His loopy tax plan would be an economic disaster -- but it's more honest than the schemes being peddled by the establishment Republican candidates.

Excerpt:

"...both conservative and liberal economists believe the real rate would end up even higher. Estimates of the actual rate of taxation required for the FairTax to be "revenue neutral" (meaning for it to bring in exactly the same amount of revenue that the federal government collects under the current system) start at 30 percent and keep climbing. William Gale of the liberal Brookings Institution think tank says it's a de facto 44 percent sales tax. Calculations go still higher once you add in all the necessary and politically inevitable exemptions on big-ticket items -- like a new home or hospital care.

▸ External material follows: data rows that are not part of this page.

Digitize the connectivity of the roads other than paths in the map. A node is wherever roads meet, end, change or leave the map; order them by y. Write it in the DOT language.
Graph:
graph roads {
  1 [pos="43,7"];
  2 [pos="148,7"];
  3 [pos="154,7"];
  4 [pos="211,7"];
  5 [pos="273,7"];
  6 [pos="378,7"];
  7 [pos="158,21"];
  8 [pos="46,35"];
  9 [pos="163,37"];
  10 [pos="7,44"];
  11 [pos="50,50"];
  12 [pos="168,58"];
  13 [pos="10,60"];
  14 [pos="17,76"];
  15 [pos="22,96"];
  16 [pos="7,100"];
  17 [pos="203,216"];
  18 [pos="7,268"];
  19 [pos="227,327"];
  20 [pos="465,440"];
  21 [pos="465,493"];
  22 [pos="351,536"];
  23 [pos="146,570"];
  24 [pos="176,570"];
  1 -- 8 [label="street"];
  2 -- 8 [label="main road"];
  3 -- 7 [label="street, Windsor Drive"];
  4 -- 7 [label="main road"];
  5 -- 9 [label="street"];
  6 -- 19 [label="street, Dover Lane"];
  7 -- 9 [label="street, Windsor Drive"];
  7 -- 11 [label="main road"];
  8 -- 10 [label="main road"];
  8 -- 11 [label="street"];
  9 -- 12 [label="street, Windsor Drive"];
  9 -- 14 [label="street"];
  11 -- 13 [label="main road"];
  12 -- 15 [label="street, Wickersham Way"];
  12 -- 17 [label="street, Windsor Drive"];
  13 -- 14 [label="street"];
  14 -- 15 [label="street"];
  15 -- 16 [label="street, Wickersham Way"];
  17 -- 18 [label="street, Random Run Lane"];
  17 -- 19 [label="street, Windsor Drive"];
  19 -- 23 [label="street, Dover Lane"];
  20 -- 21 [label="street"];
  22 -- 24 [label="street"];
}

Congress' Joint Committee on Taxation, which draws members from both parties and both houses, says the real rate would be 57 percent. (And this leaves aside the enormous federal outlay required by the "prebates," which even FairTax advocates say would cost the government $485 billion per year.)"

Bonus quote:

"Basically, trying to explain why the Fairtax is a bad idea is like trying to explain why having trained elephants perform open-heart surgery on every first-grader in America is a bad idea. The whole idea is one bit of lunacy stacked upon another, so when you focus on any one element of it, you let the other side suck you into into arguments about details — Maybe there could be benefits to preemptively fixing the hearts of six year olds! Perhaps elephants do have the potential intelligence to one day perform this task!! — that inadvertently make the plan sound semi-credible."